Information shown:
───

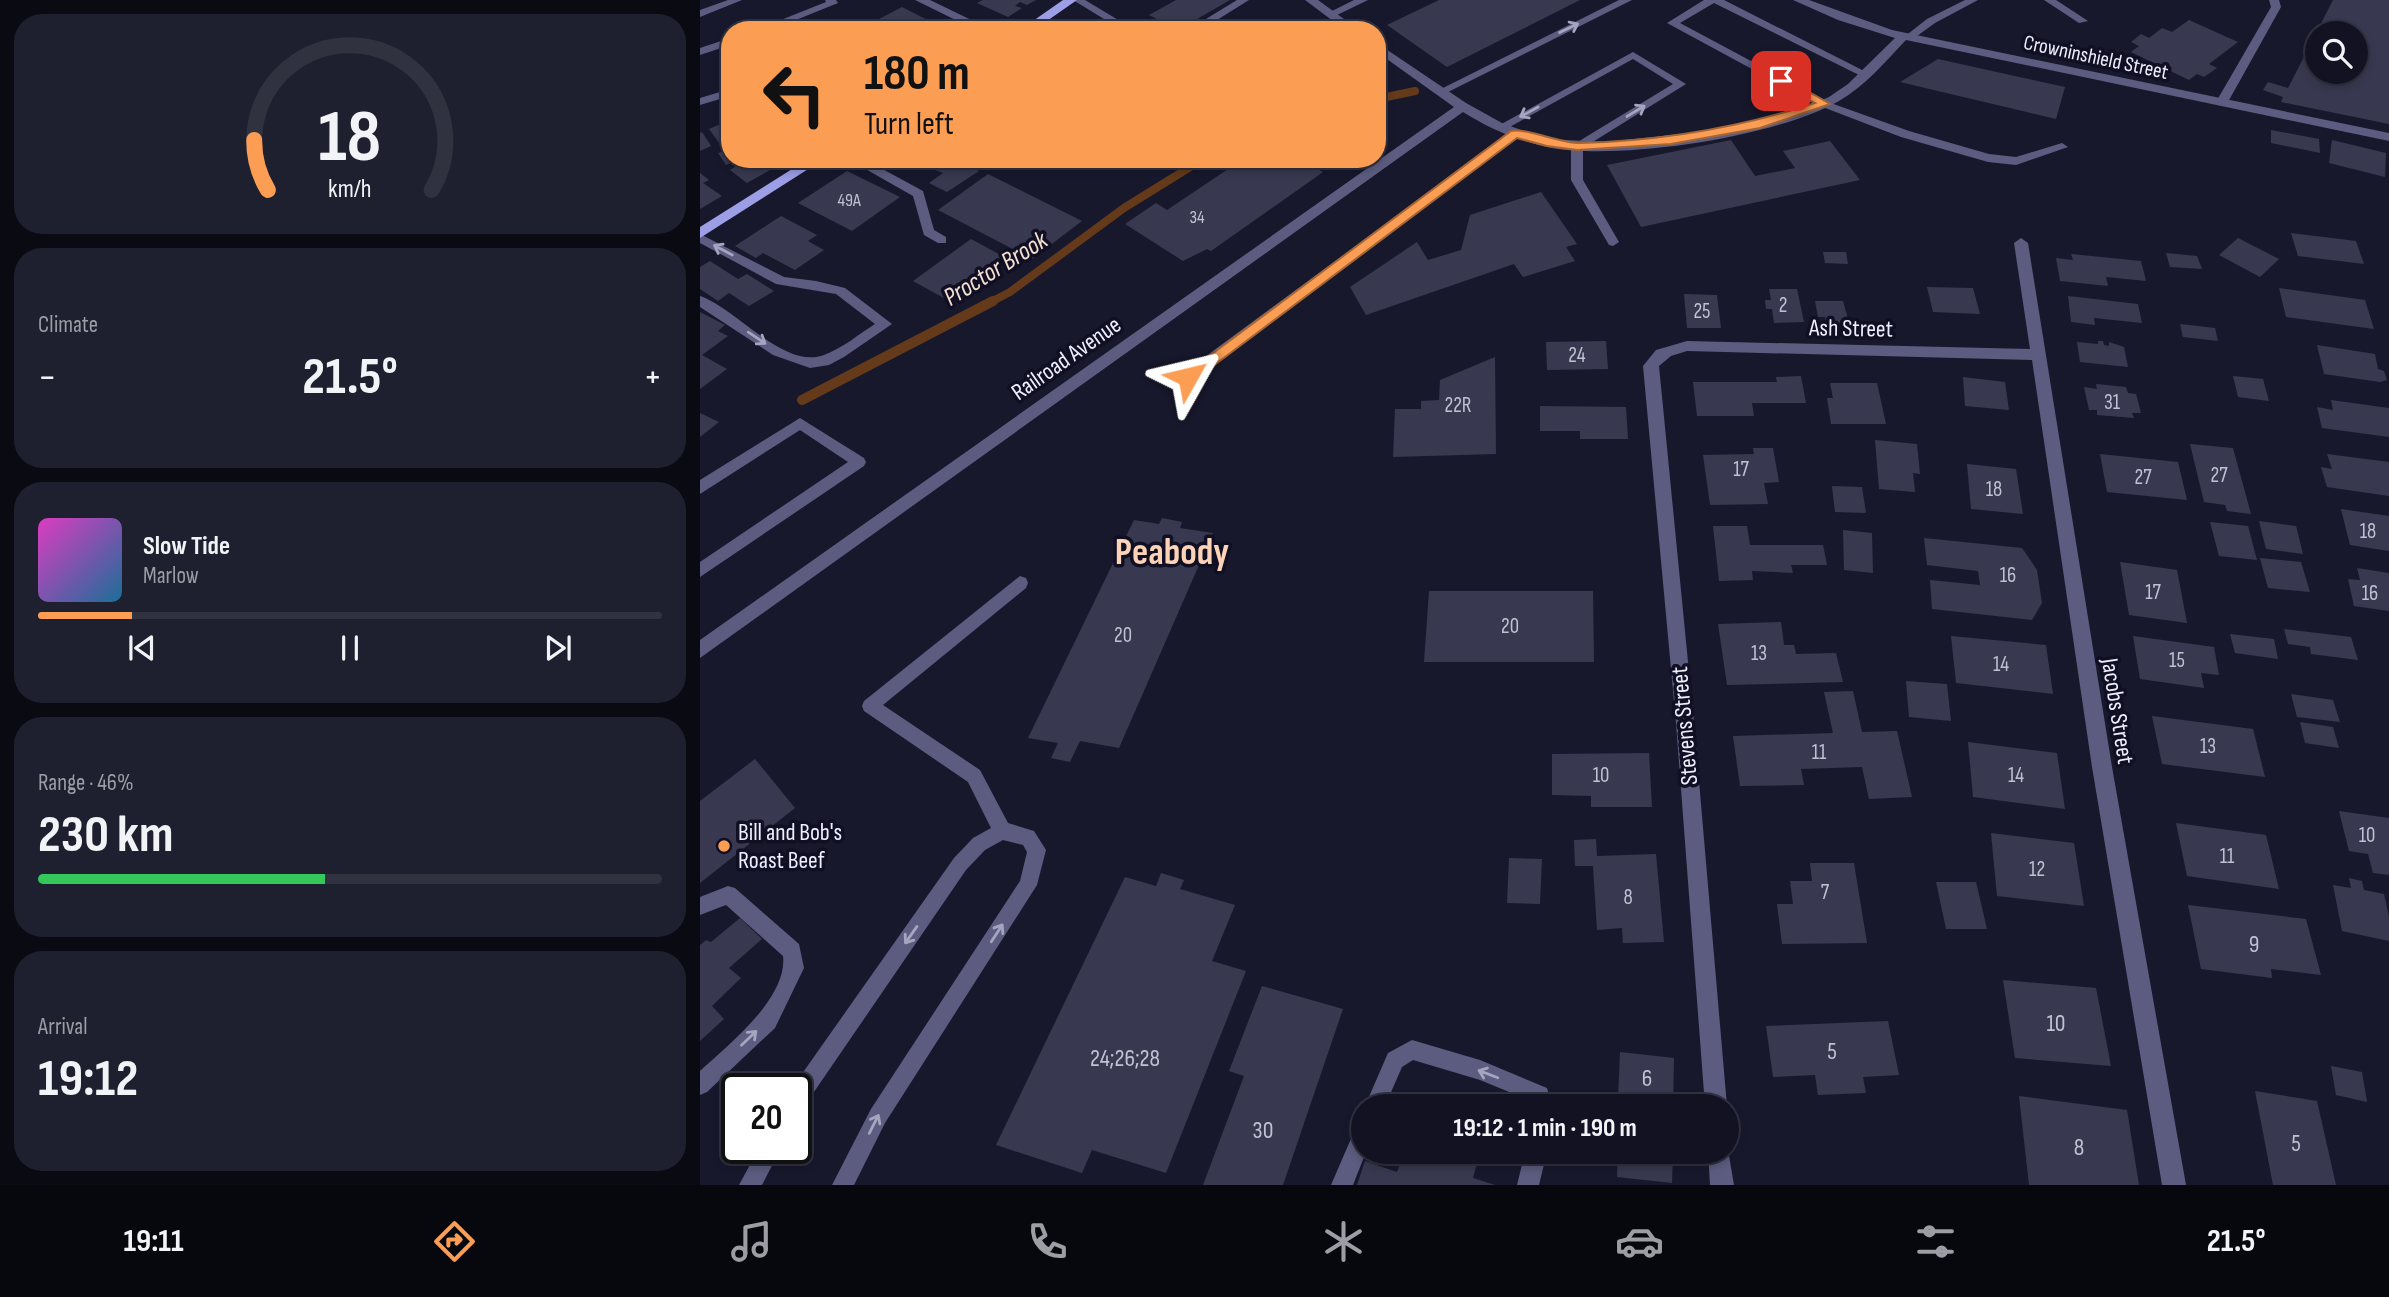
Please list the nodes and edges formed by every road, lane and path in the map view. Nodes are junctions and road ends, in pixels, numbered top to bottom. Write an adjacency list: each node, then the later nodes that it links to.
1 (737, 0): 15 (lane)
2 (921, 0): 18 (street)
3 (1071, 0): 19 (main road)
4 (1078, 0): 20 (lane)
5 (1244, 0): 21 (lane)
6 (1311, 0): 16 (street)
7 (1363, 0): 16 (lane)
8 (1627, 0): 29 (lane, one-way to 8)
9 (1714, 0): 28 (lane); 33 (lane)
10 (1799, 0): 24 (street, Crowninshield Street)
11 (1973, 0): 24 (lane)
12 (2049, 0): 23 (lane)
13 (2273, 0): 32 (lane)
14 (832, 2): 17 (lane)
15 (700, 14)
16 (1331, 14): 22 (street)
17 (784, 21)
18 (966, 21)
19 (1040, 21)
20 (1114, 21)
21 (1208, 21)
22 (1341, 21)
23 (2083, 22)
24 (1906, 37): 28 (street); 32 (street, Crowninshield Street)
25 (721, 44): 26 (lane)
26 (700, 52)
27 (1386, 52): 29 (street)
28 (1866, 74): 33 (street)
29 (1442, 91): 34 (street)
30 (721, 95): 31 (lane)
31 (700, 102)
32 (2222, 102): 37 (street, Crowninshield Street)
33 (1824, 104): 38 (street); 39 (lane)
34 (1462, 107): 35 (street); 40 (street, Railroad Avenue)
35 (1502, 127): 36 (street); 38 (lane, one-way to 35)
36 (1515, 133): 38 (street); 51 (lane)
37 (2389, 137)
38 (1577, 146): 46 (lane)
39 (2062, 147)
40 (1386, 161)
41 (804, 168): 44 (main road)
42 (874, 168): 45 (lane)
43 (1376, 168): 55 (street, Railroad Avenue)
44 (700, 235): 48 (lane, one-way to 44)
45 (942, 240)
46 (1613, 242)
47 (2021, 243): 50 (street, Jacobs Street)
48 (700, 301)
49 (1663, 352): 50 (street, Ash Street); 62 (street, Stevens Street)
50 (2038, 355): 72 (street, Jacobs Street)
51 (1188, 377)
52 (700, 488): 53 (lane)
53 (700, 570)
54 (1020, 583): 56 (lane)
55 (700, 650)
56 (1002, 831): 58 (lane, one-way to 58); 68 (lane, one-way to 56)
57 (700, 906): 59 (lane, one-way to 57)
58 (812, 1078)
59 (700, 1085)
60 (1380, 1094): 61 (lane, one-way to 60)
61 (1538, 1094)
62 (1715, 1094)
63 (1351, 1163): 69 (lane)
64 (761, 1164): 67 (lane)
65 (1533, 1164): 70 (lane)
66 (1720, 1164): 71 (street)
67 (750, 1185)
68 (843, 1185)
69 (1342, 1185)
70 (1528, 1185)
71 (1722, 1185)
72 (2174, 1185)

───

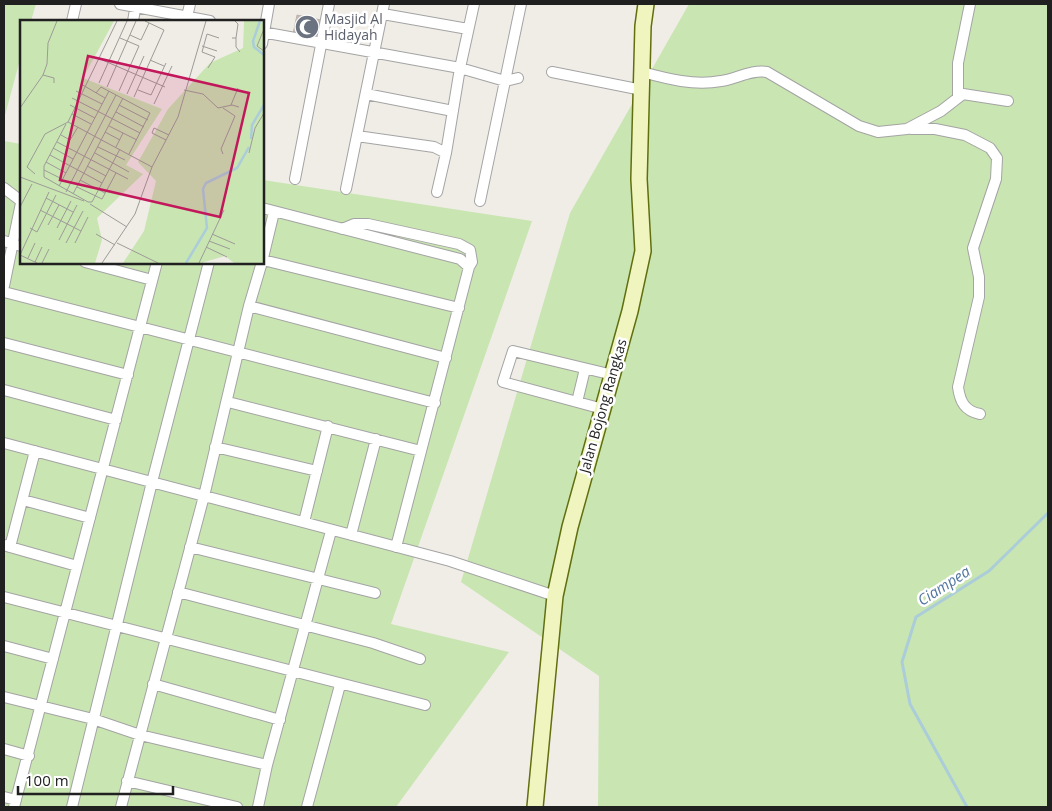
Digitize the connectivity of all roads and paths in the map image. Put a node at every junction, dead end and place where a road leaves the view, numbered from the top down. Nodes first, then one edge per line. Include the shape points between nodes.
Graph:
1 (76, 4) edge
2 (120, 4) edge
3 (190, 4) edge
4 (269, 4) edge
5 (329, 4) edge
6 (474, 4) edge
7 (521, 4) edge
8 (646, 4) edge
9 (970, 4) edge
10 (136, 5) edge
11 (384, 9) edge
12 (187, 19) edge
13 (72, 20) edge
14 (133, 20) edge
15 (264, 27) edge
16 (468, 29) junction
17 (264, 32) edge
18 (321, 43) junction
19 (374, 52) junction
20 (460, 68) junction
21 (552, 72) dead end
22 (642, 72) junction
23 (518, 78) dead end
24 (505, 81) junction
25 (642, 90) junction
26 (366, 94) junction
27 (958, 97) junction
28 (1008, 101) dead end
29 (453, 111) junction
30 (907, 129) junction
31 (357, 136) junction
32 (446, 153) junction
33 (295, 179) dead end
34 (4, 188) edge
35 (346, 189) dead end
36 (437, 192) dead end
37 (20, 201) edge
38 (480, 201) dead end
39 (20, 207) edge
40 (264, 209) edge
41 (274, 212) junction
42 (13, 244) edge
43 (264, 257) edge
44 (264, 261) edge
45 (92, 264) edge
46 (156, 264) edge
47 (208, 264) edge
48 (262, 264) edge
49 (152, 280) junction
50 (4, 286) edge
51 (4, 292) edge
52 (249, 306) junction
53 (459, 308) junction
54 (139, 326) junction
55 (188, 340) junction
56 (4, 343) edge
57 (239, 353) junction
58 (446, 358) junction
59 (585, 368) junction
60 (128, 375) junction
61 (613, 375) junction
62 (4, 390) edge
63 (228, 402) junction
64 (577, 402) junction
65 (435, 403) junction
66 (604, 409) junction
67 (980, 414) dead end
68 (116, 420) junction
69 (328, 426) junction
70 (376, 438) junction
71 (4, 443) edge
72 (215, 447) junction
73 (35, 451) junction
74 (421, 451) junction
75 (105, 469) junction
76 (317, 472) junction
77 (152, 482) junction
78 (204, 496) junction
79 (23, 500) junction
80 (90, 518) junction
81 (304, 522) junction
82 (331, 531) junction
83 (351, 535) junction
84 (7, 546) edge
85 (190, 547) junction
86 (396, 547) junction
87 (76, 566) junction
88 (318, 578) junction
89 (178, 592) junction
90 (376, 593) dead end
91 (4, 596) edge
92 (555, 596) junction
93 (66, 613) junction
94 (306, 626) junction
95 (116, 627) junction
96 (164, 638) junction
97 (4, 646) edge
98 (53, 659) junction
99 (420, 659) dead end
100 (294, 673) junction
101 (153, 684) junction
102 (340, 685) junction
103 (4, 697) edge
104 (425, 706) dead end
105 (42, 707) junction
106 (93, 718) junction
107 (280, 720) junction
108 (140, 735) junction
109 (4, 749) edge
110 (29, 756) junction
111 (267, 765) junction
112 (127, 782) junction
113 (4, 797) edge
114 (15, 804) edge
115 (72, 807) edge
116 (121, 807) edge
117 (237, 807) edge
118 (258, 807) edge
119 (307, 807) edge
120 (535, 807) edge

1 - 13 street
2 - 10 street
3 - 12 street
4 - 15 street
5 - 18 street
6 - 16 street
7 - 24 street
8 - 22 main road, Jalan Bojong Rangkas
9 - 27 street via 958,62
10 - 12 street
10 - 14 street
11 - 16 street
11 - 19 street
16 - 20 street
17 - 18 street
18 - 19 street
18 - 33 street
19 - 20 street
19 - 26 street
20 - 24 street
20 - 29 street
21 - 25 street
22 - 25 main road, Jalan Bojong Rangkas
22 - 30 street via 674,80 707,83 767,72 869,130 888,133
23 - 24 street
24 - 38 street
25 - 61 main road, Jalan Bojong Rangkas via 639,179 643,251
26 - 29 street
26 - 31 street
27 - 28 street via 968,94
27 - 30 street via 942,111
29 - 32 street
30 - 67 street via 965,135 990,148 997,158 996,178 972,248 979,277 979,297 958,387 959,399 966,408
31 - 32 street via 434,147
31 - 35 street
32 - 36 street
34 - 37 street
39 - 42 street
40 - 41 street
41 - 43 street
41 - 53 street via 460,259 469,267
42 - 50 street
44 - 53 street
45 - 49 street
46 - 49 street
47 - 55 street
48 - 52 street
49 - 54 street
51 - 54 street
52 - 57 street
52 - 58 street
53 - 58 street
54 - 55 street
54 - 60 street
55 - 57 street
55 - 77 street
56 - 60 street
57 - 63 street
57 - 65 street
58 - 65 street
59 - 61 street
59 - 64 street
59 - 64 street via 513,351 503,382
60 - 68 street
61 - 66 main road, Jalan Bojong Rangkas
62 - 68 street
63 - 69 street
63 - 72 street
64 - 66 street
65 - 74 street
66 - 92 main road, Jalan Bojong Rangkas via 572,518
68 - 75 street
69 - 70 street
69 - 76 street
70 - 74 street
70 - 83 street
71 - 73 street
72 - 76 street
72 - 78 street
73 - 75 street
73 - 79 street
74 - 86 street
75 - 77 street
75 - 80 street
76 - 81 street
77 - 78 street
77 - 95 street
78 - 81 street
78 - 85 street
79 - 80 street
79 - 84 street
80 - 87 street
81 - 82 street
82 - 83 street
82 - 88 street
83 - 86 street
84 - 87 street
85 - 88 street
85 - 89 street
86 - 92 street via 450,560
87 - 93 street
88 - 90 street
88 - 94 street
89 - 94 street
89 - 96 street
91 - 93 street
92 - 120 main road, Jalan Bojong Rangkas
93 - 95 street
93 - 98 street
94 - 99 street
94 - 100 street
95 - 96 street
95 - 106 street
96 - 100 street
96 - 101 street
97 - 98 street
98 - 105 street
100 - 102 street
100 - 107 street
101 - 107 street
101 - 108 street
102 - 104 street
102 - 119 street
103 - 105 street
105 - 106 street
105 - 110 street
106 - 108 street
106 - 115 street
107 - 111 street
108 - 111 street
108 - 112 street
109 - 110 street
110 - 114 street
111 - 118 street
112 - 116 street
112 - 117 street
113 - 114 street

───

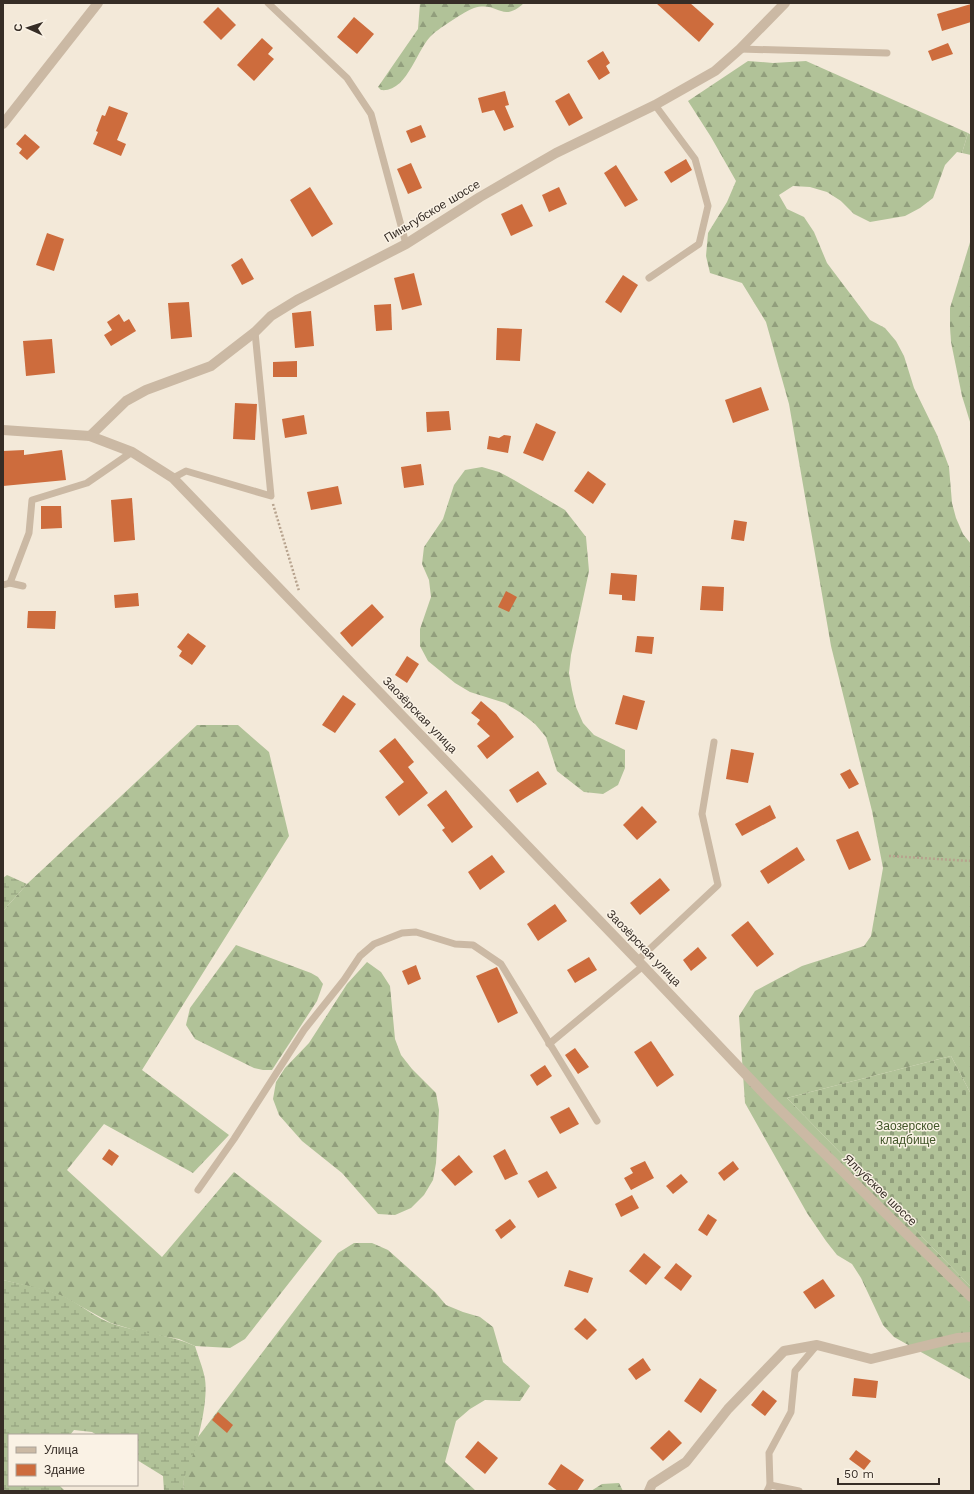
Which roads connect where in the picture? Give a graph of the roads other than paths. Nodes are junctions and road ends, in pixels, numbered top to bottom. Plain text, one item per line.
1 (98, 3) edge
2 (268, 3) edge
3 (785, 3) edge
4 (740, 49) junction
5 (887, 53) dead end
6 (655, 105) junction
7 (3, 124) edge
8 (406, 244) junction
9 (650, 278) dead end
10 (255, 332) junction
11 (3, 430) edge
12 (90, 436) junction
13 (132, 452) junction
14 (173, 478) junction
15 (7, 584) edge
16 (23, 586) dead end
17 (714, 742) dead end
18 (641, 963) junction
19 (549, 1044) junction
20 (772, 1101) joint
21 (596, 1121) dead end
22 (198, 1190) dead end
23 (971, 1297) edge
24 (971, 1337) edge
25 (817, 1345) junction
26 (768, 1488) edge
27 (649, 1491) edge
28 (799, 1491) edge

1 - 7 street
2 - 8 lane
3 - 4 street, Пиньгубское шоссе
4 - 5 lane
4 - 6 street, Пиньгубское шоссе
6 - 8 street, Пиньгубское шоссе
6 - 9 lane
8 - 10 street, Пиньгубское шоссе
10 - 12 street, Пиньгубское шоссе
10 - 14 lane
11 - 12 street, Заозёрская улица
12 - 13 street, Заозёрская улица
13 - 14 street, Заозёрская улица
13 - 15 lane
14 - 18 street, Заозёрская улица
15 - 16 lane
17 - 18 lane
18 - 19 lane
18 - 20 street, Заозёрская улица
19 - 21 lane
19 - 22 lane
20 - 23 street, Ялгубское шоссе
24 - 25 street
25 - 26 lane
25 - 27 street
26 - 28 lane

───

What is needed is every line of the records that contains the word "Avenue".

Response:
34 (1462, 107): 35 (street); 40 (street, Railroad Avenue)
43 (1376, 168): 55 (street, Railroad Avenue)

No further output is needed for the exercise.